◆ Your instructions:
What is needed is an exact repeat of the entries, with no pictures in it.

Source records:
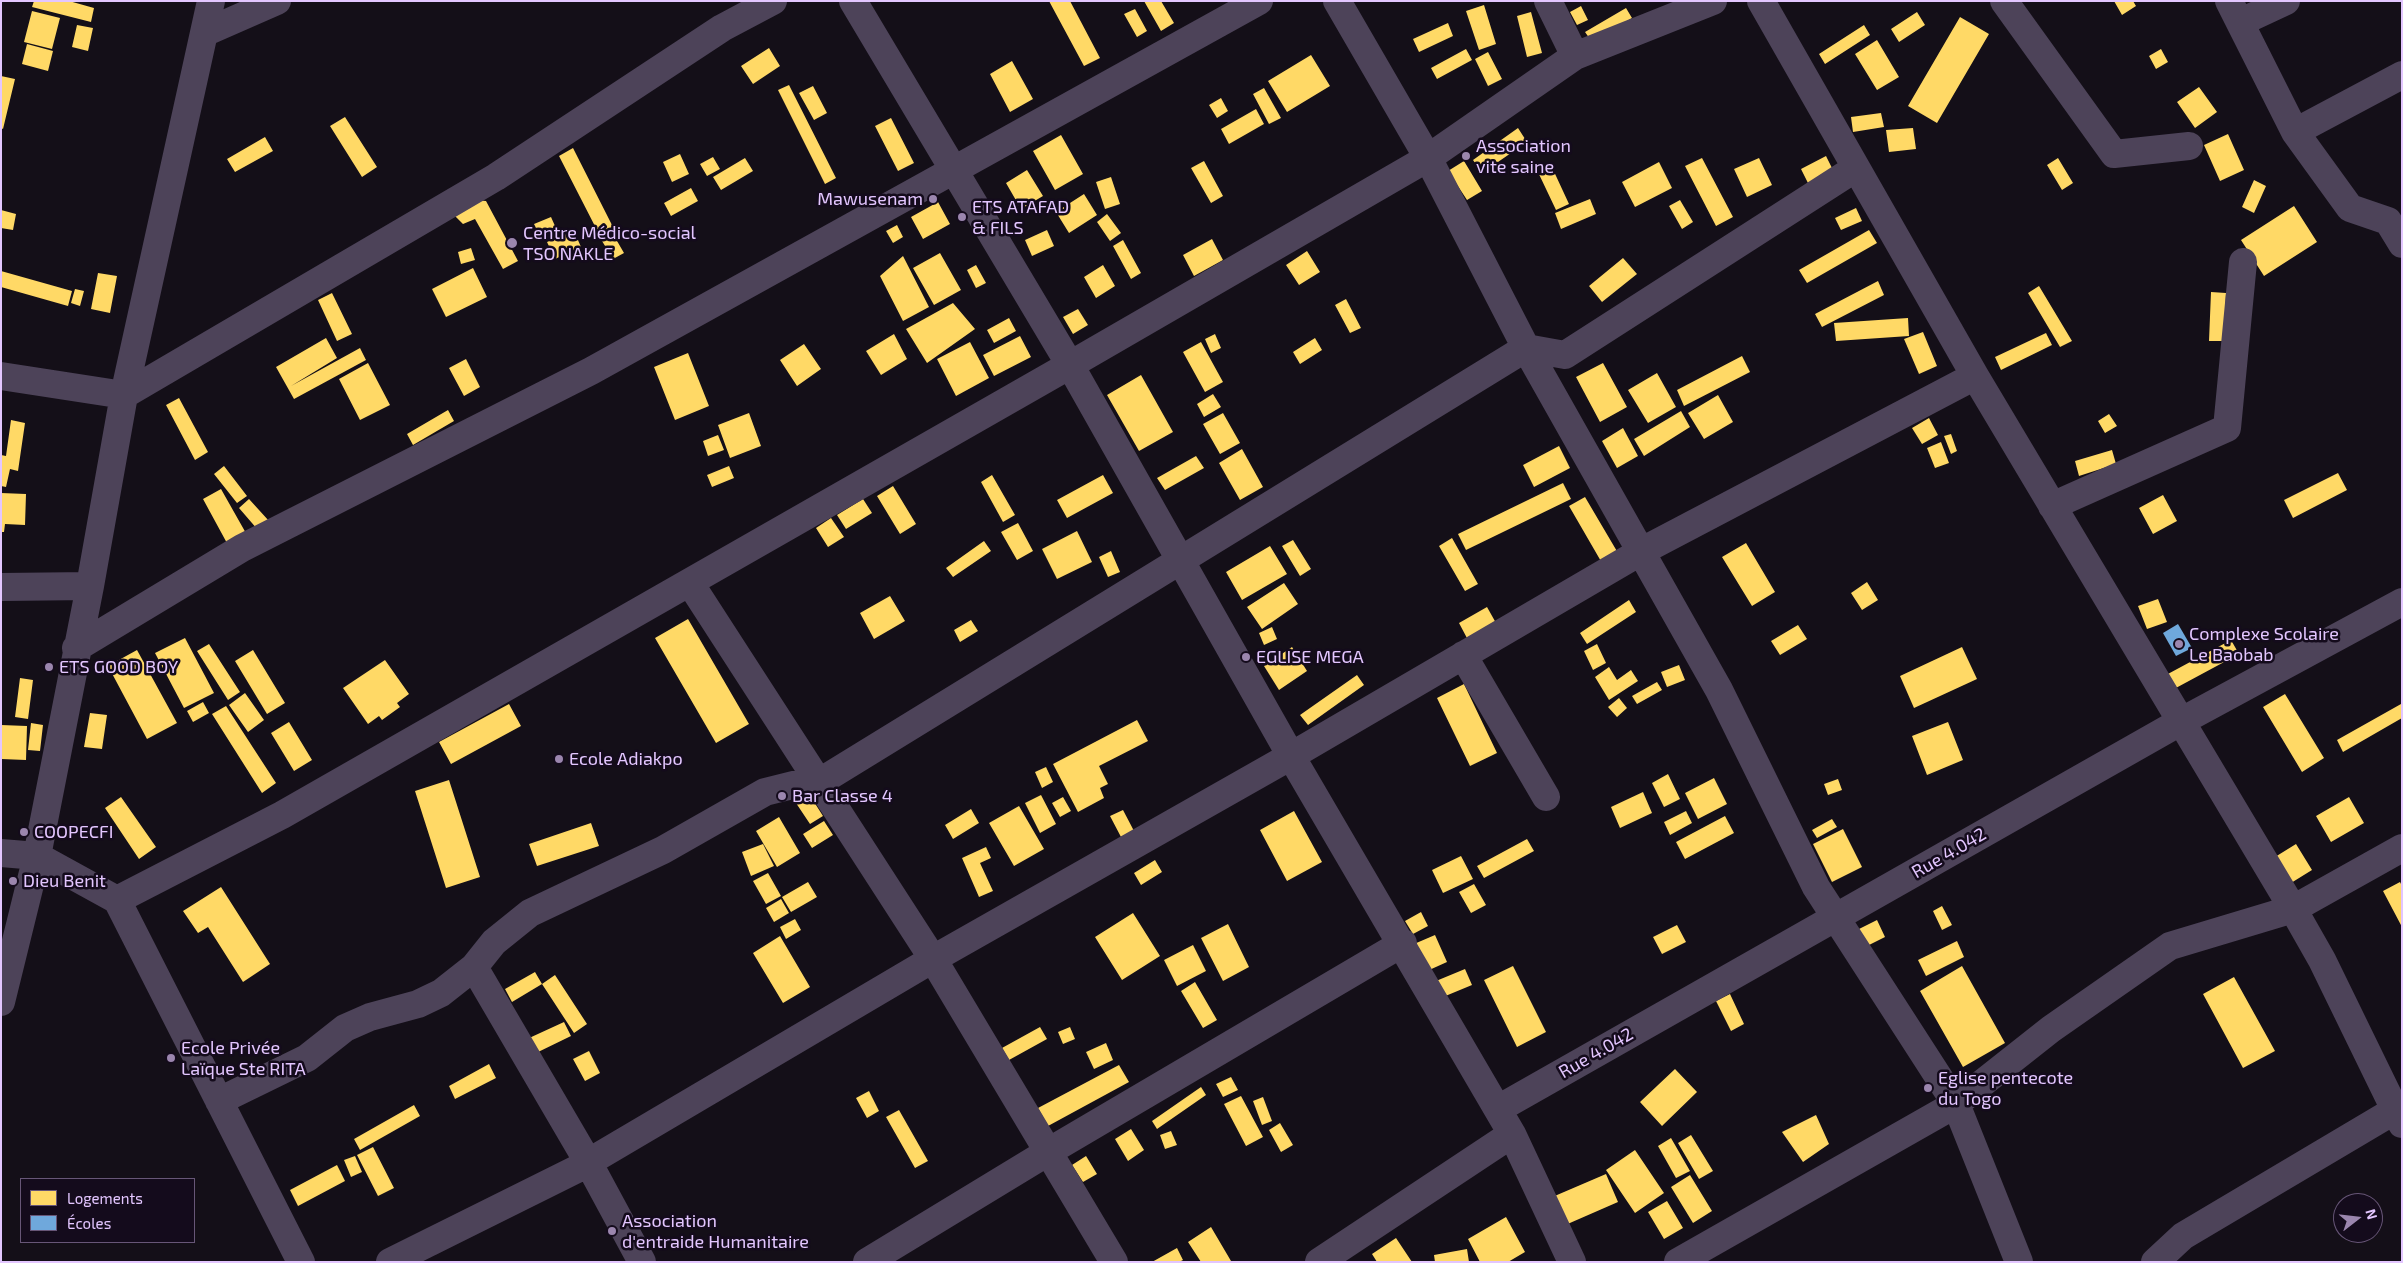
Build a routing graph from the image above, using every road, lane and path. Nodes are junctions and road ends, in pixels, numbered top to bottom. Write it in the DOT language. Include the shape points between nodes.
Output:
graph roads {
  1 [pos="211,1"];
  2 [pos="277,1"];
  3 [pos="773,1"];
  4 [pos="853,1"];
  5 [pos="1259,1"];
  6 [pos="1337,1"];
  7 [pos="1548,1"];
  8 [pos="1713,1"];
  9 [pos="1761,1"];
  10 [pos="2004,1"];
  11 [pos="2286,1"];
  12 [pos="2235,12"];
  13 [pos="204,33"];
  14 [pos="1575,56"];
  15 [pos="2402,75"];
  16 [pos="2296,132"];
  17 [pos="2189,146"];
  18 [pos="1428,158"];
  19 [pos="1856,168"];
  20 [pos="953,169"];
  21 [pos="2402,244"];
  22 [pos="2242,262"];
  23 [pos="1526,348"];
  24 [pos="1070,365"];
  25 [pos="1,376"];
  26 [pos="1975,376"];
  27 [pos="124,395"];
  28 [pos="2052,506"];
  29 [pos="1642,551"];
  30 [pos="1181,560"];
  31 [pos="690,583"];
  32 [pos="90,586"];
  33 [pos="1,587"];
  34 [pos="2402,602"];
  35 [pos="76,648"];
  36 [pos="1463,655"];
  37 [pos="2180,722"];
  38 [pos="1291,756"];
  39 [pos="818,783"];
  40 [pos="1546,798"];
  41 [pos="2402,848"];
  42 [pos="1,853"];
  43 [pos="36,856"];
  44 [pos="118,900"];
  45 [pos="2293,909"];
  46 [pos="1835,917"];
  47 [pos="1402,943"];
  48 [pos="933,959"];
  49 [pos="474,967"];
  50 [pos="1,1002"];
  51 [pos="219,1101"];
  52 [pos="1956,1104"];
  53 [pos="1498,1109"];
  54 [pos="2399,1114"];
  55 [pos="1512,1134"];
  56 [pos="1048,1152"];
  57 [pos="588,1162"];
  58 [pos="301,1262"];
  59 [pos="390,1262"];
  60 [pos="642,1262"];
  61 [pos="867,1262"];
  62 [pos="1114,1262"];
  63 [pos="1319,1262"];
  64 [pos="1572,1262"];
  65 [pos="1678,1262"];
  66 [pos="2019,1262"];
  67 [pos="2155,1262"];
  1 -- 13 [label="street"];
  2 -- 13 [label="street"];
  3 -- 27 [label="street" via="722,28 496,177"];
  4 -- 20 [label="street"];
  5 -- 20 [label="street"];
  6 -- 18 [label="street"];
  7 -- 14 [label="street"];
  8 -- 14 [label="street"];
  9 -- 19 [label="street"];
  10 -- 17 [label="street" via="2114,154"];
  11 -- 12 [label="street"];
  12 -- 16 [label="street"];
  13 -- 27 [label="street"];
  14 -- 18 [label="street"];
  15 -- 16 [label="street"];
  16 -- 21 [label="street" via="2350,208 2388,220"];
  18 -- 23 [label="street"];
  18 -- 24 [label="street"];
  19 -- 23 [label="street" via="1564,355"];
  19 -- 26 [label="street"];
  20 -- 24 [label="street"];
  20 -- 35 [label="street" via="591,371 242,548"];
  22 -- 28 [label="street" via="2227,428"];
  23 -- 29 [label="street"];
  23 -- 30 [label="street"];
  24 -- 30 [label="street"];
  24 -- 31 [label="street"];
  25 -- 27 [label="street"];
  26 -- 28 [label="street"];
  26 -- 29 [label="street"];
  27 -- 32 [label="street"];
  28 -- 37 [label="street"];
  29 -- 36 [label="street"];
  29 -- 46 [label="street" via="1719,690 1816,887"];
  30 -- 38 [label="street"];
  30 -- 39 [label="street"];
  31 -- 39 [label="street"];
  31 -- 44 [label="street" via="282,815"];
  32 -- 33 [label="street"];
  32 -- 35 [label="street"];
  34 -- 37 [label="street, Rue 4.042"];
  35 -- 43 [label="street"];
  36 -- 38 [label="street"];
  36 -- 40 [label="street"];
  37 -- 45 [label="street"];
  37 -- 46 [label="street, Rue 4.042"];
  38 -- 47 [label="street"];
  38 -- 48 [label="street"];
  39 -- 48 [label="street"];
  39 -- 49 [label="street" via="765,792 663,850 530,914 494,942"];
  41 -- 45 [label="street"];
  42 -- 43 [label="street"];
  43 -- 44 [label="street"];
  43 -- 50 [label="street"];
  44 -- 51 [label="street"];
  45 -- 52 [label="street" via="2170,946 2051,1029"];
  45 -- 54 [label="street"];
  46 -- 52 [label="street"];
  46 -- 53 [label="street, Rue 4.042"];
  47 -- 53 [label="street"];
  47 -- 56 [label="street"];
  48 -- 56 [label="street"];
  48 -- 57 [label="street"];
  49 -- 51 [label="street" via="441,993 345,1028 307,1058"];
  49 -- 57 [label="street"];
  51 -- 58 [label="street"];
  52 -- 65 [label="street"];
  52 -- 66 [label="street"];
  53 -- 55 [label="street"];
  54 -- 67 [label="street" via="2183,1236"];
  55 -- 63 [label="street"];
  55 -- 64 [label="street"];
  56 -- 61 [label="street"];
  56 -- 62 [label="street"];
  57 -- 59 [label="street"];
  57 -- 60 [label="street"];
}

◆ Exercise solution:
Build a routing graph from the image above, using every road, lane and path. Nodes are junctions and road ends, in pixels, numbered top to bottom. Write it in the DOT language. Include the shape points between nodes.
Output:
graph roads {
  1 [pos="211,1"];
  2 [pos="277,1"];
  3 [pos="773,1"];
  4 [pos="853,1"];
  5 [pos="1259,1"];
  6 [pos="1337,1"];
  7 [pos="1548,1"];
  8 [pos="1713,1"];
  9 [pos="1761,1"];
  10 [pos="2004,1"];
  11 [pos="2286,1"];
  12 [pos="2235,12"];
  13 [pos="204,33"];
  14 [pos="1575,56"];
  15 [pos="2402,75"];
  16 [pos="2296,132"];
  17 [pos="2189,146"];
  18 [pos="1428,158"];
  19 [pos="1856,168"];
  20 [pos="953,169"];
  21 [pos="2402,244"];
  22 [pos="2242,262"];
  23 [pos="1526,348"];
  24 [pos="1070,365"];
  25 [pos="1,376"];
  26 [pos="1975,376"];
  27 [pos="124,395"];
  28 [pos="2052,506"];
  29 [pos="1642,551"];
  30 [pos="1181,560"];
  31 [pos="690,583"];
  32 [pos="90,586"];
  33 [pos="1,587"];
  34 [pos="2402,602"];
  35 [pos="76,648"];
  36 [pos="1463,655"];
  37 [pos="2180,722"];
  38 [pos="1291,756"];
  39 [pos="818,783"];
  40 [pos="1546,798"];
  41 [pos="2402,848"];
  42 [pos="1,853"];
  43 [pos="36,856"];
  44 [pos="118,900"];
  45 [pos="2293,909"];
  46 [pos="1835,917"];
  47 [pos="1402,943"];
  48 [pos="933,959"];
  49 [pos="474,967"];
  50 [pos="1,1002"];
  51 [pos="219,1101"];
  52 [pos="1956,1104"];
  53 [pos="1498,1109"];
  54 [pos="2399,1114"];
  55 [pos="1512,1134"];
  56 [pos="1048,1152"];
  57 [pos="588,1162"];
  58 [pos="301,1262"];
  59 [pos="390,1262"];
  60 [pos="642,1262"];
  61 [pos="867,1262"];
  62 [pos="1114,1262"];
  63 [pos="1319,1262"];
  64 [pos="1572,1262"];
  65 [pos="1678,1262"];
  66 [pos="2019,1262"];
  67 [pos="2155,1262"];
  1 -- 13 [label="street"];
  2 -- 13 [label="street"];
  3 -- 27 [label="street" via="722,28 496,177"];
  4 -- 20 [label="street"];
  5 -- 20 [label="street"];
  6 -- 18 [label="street"];
  7 -- 14 [label="street"];
  8 -- 14 [label="street"];
  9 -- 19 [label="street"];
  10 -- 17 [label="street" via="2114,154"];
  11 -- 12 [label="street"];
  12 -- 16 [label="street"];
  13 -- 27 [label="street"];
  14 -- 18 [label="street"];
  15 -- 16 [label="street"];
  16 -- 21 [label="street" via="2350,208 2388,220"];
  18 -- 23 [label="street"];
  18 -- 24 [label="street"];
  19 -- 23 [label="street" via="1564,355"];
  19 -- 26 [label="street"];
  20 -- 24 [label="street"];
  20 -- 35 [label="street" via="591,371 242,548"];
  22 -- 28 [label="street" via="2227,428"];
  23 -- 29 [label="street"];
  23 -- 30 [label="street"];
  24 -- 30 [label="street"];
  24 -- 31 [label="street"];
  25 -- 27 [label="street"];
  26 -- 28 [label="street"];
  26 -- 29 [label="street"];
  27 -- 32 [label="street"];
  28 -- 37 [label="street"];
  29 -- 36 [label="street"];
  29 -- 46 [label="street" via="1719,690 1816,887"];
  30 -- 38 [label="street"];
  30 -- 39 [label="street"];
  31 -- 39 [label="street"];
  31 -- 44 [label="street" via="282,815"];
  32 -- 33 [label="street"];
  32 -- 35 [label="street"];
  34 -- 37 [label="street, Rue 4.042"];
  35 -- 43 [label="street"];
  36 -- 38 [label="street"];
  36 -- 40 [label="street"];
  37 -- 45 [label="street"];
  37 -- 46 [label="street, Rue 4.042"];
  38 -- 47 [label="street"];
  38 -- 48 [label="street"];
  39 -- 48 [label="street"];
  39 -- 49 [label="street" via="765,792 663,850 530,914 494,942"];
  41 -- 45 [label="street"];
  42 -- 43 [label="street"];
  43 -- 44 [label="street"];
  43 -- 50 [label="street"];
  44 -- 51 [label="street"];
  45 -- 52 [label="street" via="2170,946 2051,1029"];
  45 -- 54 [label="street"];
  46 -- 52 [label="street"];
  46 -- 53 [label="street, Rue 4.042"];
  47 -- 53 [label="street"];
  47 -- 56 [label="street"];
  48 -- 56 [label="street"];
  48 -- 57 [label="street"];
  49 -- 51 [label="street" via="441,993 345,1028 307,1058"];
  49 -- 57 [label="street"];
  51 -- 58 [label="street"];
  52 -- 65 [label="street"];
  52 -- 66 [label="street"];
  53 -- 55 [label="street"];
  54 -- 67 [label="street" via="2183,1236"];
  55 -- 63 [label="street"];
  55 -- 64 [label="street"];
  56 -- 61 [label="street"];
  56 -- 62 [label="street"];
  57 -- 59 [label="street"];
  57 -- 60 [label="street"];
}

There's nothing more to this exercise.